(Collected data)
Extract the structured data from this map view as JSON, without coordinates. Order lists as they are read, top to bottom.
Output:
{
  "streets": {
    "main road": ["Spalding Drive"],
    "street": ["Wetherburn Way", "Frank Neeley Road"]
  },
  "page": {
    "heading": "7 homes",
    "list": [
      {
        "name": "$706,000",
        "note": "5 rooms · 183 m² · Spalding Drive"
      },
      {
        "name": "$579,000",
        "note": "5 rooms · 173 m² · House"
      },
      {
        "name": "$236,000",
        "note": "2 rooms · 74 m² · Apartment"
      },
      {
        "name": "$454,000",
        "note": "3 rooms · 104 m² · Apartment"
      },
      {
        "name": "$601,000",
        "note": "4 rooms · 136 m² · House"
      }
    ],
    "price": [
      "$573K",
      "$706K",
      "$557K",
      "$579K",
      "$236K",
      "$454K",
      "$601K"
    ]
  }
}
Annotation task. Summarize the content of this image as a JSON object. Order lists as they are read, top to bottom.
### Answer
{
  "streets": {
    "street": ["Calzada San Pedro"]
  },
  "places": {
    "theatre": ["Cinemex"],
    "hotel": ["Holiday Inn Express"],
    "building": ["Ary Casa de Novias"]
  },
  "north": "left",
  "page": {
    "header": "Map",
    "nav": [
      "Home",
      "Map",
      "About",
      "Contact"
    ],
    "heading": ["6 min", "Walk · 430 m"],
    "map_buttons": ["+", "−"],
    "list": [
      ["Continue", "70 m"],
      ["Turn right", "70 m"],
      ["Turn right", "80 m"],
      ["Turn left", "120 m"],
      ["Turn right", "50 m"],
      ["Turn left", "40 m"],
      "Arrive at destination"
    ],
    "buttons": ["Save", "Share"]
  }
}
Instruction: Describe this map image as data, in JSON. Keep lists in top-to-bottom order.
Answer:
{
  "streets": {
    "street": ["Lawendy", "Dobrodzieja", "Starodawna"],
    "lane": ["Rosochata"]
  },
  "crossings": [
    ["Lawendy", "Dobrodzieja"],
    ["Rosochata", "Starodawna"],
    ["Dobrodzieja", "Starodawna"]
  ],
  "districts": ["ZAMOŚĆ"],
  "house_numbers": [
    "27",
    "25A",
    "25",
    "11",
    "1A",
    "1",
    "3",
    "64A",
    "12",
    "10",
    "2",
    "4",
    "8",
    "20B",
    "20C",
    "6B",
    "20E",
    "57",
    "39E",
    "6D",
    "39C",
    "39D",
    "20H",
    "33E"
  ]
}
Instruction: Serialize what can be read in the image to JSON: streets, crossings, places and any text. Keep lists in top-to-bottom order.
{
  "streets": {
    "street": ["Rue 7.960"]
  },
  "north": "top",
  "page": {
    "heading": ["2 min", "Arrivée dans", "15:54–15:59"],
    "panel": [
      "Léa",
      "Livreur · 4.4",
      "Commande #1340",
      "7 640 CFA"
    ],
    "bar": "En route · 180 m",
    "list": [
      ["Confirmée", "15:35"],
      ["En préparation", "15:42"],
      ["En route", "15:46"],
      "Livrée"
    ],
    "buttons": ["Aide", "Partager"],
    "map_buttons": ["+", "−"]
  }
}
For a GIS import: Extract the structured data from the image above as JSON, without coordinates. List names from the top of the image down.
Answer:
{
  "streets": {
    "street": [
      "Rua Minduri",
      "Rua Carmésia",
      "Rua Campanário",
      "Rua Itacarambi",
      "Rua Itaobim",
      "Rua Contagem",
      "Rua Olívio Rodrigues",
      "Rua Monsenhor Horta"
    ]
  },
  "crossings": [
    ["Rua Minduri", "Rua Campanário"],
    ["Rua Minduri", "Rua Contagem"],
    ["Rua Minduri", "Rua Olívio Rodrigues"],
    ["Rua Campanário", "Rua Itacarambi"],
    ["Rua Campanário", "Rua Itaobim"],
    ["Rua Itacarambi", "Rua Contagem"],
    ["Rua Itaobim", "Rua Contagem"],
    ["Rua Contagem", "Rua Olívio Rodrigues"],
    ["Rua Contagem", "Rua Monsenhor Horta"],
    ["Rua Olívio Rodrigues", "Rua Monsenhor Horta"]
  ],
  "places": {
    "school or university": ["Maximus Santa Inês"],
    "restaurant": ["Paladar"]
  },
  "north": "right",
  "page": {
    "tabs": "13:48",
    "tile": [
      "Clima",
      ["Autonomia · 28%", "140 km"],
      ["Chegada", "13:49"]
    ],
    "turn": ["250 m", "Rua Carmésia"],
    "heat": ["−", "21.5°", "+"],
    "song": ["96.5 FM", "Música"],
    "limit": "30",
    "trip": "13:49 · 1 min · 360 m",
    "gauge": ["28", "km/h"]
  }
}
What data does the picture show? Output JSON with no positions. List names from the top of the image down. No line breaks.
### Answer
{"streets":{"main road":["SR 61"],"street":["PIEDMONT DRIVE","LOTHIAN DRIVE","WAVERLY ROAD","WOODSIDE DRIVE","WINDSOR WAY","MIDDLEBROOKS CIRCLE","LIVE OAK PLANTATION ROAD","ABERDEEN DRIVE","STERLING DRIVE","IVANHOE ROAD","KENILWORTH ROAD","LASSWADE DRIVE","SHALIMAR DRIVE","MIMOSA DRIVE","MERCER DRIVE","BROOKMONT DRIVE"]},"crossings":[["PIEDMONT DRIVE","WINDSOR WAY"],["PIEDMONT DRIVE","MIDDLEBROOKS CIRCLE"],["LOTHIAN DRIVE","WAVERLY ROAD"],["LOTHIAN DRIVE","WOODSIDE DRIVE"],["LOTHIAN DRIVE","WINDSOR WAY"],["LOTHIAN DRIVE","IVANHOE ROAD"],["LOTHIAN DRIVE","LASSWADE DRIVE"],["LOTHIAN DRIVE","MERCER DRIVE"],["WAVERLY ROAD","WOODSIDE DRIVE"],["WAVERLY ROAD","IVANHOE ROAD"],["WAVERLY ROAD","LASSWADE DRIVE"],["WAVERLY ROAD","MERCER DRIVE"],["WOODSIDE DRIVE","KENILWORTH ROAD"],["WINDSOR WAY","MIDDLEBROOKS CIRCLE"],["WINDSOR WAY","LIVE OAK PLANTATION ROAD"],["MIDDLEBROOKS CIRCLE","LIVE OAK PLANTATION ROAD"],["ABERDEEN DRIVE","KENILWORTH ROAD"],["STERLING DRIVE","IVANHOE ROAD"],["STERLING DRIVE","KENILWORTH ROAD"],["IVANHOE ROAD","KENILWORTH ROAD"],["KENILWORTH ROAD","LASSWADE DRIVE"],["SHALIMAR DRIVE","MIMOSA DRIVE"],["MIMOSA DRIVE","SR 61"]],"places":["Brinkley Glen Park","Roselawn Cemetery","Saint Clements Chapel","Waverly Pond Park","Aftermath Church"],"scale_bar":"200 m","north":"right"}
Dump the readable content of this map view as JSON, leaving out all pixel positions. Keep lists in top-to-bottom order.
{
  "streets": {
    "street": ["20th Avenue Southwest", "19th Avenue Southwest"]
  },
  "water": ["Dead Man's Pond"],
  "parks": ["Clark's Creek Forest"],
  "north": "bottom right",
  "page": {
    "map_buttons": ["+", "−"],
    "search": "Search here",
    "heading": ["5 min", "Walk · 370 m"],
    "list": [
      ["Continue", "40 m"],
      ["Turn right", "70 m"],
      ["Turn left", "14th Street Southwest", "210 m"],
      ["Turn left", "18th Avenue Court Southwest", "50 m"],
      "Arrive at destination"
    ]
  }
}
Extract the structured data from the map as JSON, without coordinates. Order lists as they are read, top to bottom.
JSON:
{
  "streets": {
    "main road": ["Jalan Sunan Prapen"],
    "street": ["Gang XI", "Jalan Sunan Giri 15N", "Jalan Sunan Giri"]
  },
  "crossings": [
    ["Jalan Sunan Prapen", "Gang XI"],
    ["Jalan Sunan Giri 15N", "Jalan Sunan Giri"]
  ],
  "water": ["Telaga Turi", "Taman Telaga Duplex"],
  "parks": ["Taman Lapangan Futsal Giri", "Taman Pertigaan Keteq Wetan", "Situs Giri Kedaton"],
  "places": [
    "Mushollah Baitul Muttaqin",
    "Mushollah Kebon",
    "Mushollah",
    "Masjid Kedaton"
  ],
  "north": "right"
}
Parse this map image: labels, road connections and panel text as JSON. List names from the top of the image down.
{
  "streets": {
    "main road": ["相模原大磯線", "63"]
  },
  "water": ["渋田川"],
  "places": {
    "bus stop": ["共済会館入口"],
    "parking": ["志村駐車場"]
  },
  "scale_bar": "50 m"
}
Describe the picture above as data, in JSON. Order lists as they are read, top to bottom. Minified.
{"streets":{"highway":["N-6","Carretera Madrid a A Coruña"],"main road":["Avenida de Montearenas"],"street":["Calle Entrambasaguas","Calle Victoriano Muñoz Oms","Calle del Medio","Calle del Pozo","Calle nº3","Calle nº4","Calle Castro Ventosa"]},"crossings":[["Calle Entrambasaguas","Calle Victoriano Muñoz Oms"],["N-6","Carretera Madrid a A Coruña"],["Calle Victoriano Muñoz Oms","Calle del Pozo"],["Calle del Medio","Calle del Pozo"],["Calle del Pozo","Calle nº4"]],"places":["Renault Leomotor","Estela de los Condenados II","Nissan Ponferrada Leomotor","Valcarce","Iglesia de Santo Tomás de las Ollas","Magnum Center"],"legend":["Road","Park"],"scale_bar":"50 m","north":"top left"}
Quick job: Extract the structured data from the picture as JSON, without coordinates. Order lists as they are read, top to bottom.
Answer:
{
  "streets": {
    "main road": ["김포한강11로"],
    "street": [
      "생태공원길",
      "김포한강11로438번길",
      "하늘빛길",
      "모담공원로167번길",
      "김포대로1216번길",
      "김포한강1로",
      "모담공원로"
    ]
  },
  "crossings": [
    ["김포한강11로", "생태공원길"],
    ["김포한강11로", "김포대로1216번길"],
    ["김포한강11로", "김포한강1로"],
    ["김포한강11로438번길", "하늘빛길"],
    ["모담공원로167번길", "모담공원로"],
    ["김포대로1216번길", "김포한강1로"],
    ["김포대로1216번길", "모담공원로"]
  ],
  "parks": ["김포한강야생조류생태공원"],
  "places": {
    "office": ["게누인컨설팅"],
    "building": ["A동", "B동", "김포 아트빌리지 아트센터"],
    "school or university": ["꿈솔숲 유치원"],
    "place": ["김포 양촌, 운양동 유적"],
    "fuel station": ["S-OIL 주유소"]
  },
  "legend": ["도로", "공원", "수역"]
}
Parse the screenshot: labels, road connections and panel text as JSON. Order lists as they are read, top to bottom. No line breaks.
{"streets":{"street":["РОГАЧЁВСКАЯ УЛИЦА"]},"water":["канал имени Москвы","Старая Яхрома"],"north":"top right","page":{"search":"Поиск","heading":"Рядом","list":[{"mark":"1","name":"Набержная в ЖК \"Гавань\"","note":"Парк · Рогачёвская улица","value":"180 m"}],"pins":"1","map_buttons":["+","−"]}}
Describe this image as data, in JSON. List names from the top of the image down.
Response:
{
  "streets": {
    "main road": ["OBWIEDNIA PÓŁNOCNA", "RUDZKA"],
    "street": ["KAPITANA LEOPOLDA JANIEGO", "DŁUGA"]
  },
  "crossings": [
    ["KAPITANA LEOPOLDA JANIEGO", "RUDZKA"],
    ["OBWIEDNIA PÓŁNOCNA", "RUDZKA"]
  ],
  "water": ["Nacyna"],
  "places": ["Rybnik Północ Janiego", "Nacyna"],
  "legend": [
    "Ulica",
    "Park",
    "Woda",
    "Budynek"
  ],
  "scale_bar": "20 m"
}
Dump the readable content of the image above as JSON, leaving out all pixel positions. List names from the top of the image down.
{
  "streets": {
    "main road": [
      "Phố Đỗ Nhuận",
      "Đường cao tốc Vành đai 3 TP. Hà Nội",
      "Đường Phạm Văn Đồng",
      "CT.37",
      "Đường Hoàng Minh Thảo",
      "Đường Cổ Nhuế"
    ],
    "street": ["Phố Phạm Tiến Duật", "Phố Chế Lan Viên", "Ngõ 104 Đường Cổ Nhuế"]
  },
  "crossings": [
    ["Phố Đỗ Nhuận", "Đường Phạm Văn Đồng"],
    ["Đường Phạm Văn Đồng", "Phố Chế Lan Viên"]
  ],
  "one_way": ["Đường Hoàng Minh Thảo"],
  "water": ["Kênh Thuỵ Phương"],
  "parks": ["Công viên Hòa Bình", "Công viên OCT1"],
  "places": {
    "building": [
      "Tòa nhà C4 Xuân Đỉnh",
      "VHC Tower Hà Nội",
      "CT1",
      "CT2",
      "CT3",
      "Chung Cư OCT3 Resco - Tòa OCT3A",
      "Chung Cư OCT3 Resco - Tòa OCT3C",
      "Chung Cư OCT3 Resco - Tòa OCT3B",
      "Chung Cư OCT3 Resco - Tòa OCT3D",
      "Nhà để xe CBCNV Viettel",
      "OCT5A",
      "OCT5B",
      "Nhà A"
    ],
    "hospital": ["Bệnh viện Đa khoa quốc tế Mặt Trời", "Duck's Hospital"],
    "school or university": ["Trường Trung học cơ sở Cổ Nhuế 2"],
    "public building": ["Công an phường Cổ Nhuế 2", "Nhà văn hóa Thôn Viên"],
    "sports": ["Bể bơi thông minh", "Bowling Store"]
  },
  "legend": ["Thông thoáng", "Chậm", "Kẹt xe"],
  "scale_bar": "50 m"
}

§ **Task goal**
The word to look for is "Walk"; copy out every line of the entries that holds it.

§ **Solution for this problem**
    "heading": ["6 min", "Walk · 430 m"],
    "heading": ["5 min", "Walk · 370 m"],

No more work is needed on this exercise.